Keywords: large vision-language models multi-round visual reasoning
TL;DR: We propose RegionReasoner, a reinforcement learning framework that enforces grounded reasoning by requiring each reasoning trace to explicitly cite the corresponding reference bounding boxes.
Abstract: Large vision-language models have achieved remarkable progress in visual reasoning, yet most existing systems rely on single-step or text-only reasoning, limiting their ability to iteratively refine understanding across multiple visual contexts.
To address this limitation, we introduce a new multi-round visual reasoning benchmark with training and test sets spanning both detection and segmentation tasks, enabling systematic evaluation under iterative reasoning scenarios.
We further propose RegionReasoner, a reinforcement learning framework that enforces grounded reasoning by requiring each reasoning trace to explicitly cite the corresponding reference bounding boxes, while maintaining semantic coherence via a global–local consistency reward.
This reward extracts key objects and nouns from both global scene captions and region-level captions, aligning them with the reasoning trace to ensure consistency across reasoning steps.

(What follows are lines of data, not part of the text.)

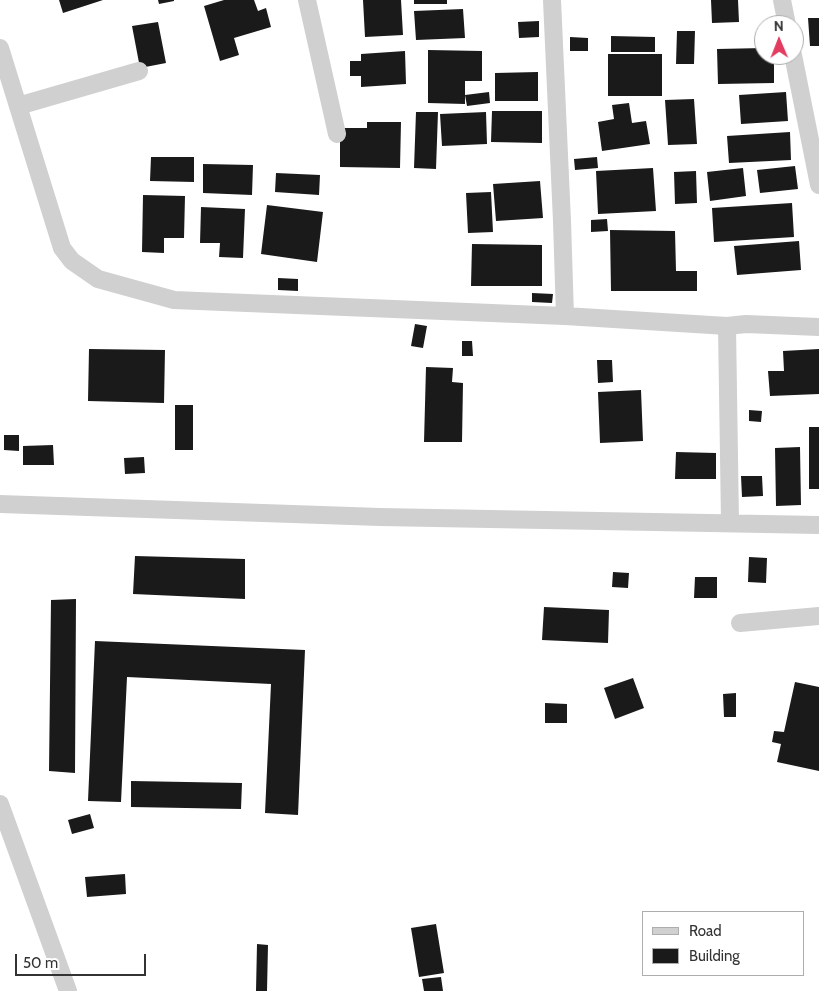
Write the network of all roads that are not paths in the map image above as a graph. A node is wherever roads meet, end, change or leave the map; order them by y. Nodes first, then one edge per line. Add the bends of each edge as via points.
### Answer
1 (308, 0) edge
2 (552, 0) edge
3 (782, 0) edge
4 (785, 15) edge
5 (0, 48) edge
6 (795, 65) edge
7 (139, 71) dead end
8 (18, 106) junction
9 (337, 134) dead end
10 (819, 185) edge
11 (565, 316) junction
12 (727, 326) junction
13 (819, 327) edge
14 (0, 504) edge
15 (730, 522) junction
16 (819, 525) edge
17 (819, 616) edge
18 (740, 623) dead end
19 (0, 804) edge
20 (68, 991) edge

1 - 9 street
2 - 11 street
3 - 4 street
5 - 8 street
6 - 10 street
7 - 8 street
8 - 11 street via 62,248 72,261 98,279 174,300
11 - 12 street
12 - 13 street
12 - 15 street
14 - 15 street via 380,517
15 - 16 street
17 - 18 street
19 - 20 street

RegionReasoner is optimized with structured rewards combining grounding fidelity and global–local semantic alignment.
Experiments on detection and segmentation tasks show that RegionReasoner-7B, together with our newly introduced benchmark RegionDial-Bench, considerably improves multi-round reasoning accuracy, spatial grounding precision, and global–local consistency, establishing a strong baseline for this emerging research direction.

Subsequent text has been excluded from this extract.